> _What you will do_
In the records below, how many lines hold the word "this"? Give only the number.

> _Information given_
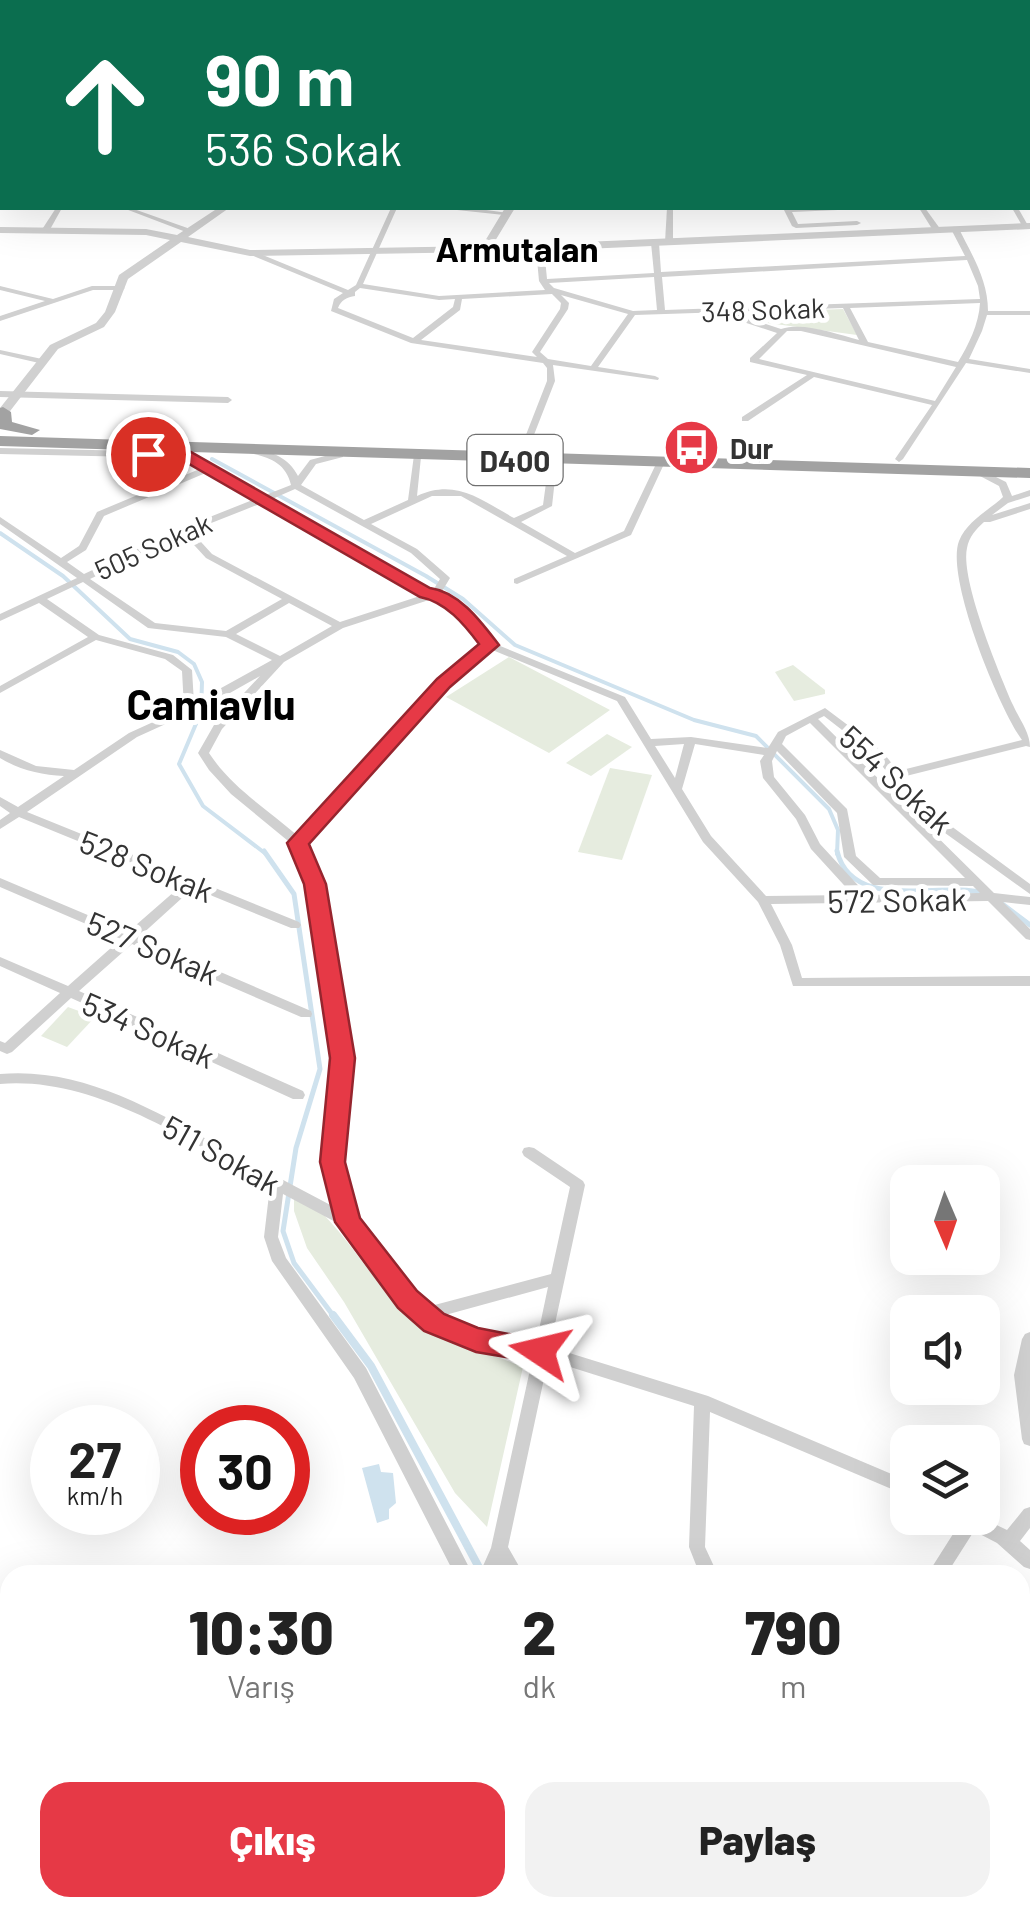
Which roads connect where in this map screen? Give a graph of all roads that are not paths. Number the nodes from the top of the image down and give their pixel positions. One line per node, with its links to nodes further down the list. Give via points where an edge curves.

--

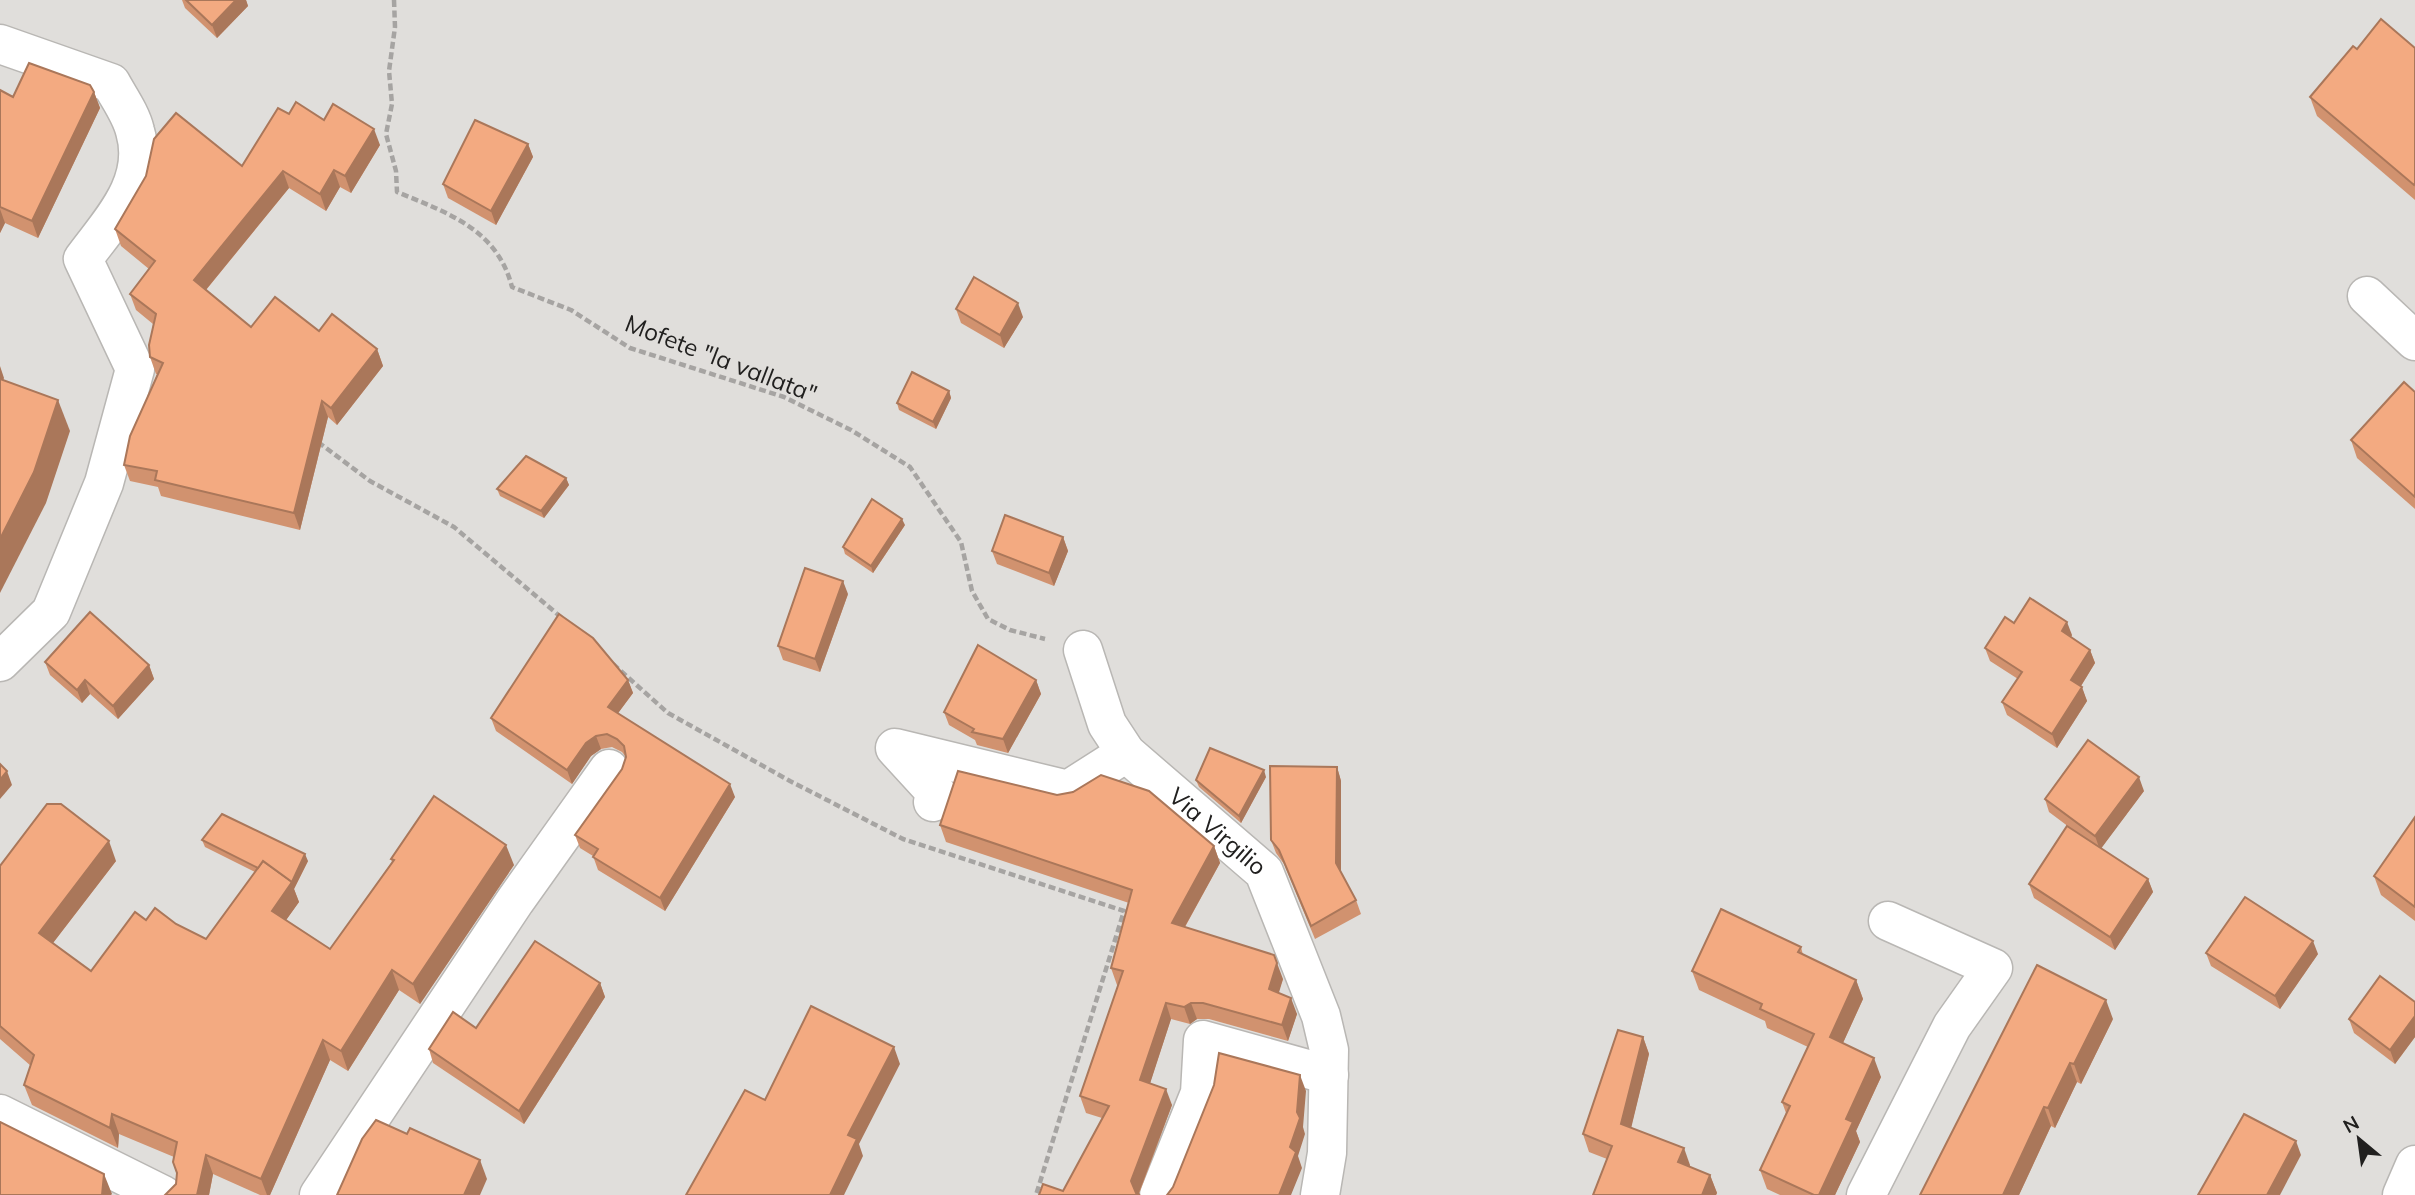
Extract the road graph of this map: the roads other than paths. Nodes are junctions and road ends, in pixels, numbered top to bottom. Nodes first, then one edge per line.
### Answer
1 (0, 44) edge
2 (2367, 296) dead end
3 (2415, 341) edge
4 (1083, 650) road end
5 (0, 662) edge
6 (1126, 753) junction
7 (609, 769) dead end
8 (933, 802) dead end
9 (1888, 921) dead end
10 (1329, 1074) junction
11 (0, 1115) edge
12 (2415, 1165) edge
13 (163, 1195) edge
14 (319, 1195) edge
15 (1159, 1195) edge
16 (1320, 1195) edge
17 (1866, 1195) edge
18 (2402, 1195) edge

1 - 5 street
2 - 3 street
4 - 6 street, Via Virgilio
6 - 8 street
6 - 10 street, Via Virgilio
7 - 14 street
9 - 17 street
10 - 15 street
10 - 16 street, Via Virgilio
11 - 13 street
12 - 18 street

---

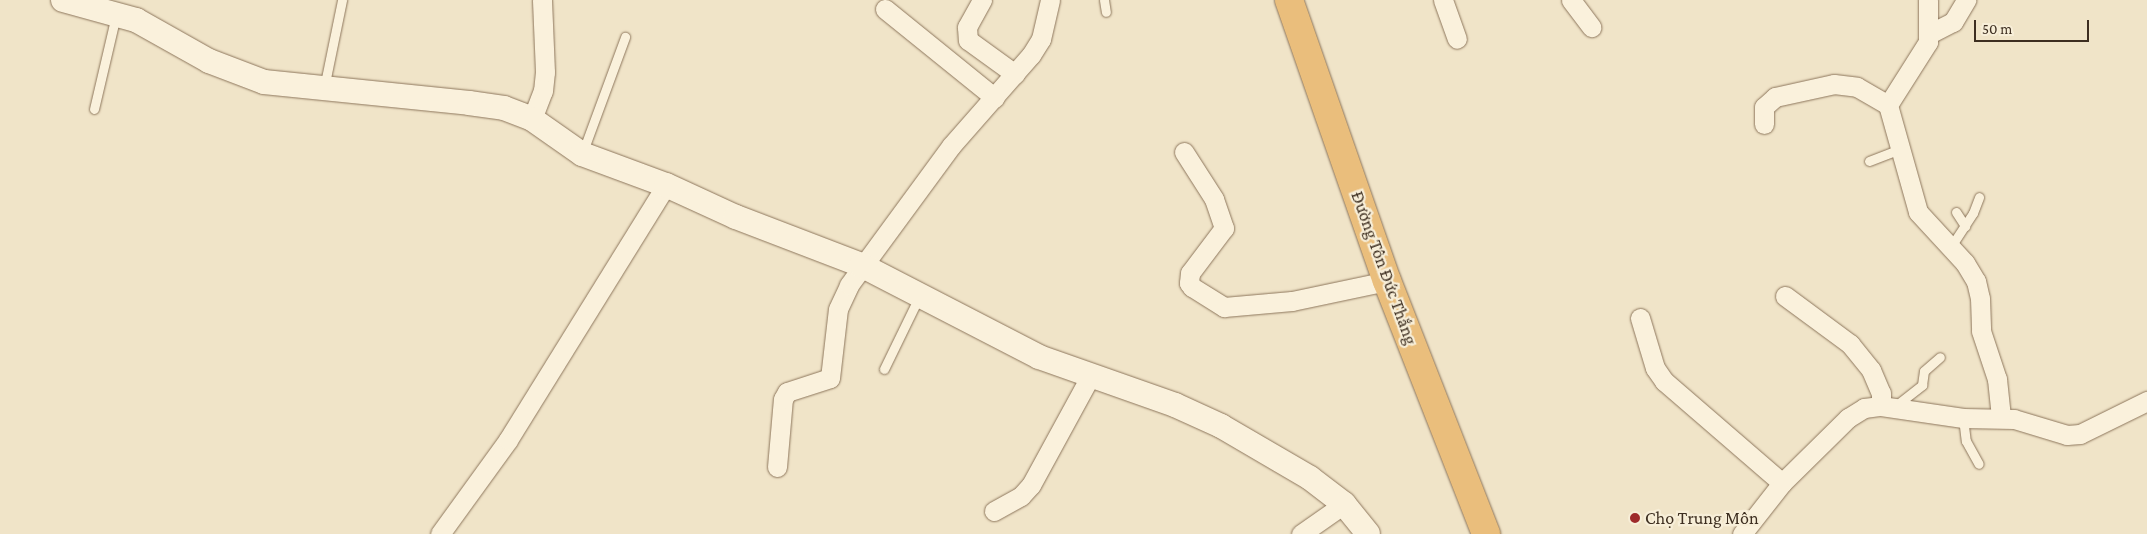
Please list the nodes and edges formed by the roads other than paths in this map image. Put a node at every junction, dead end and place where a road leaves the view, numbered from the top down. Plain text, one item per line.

> _Answer below_
3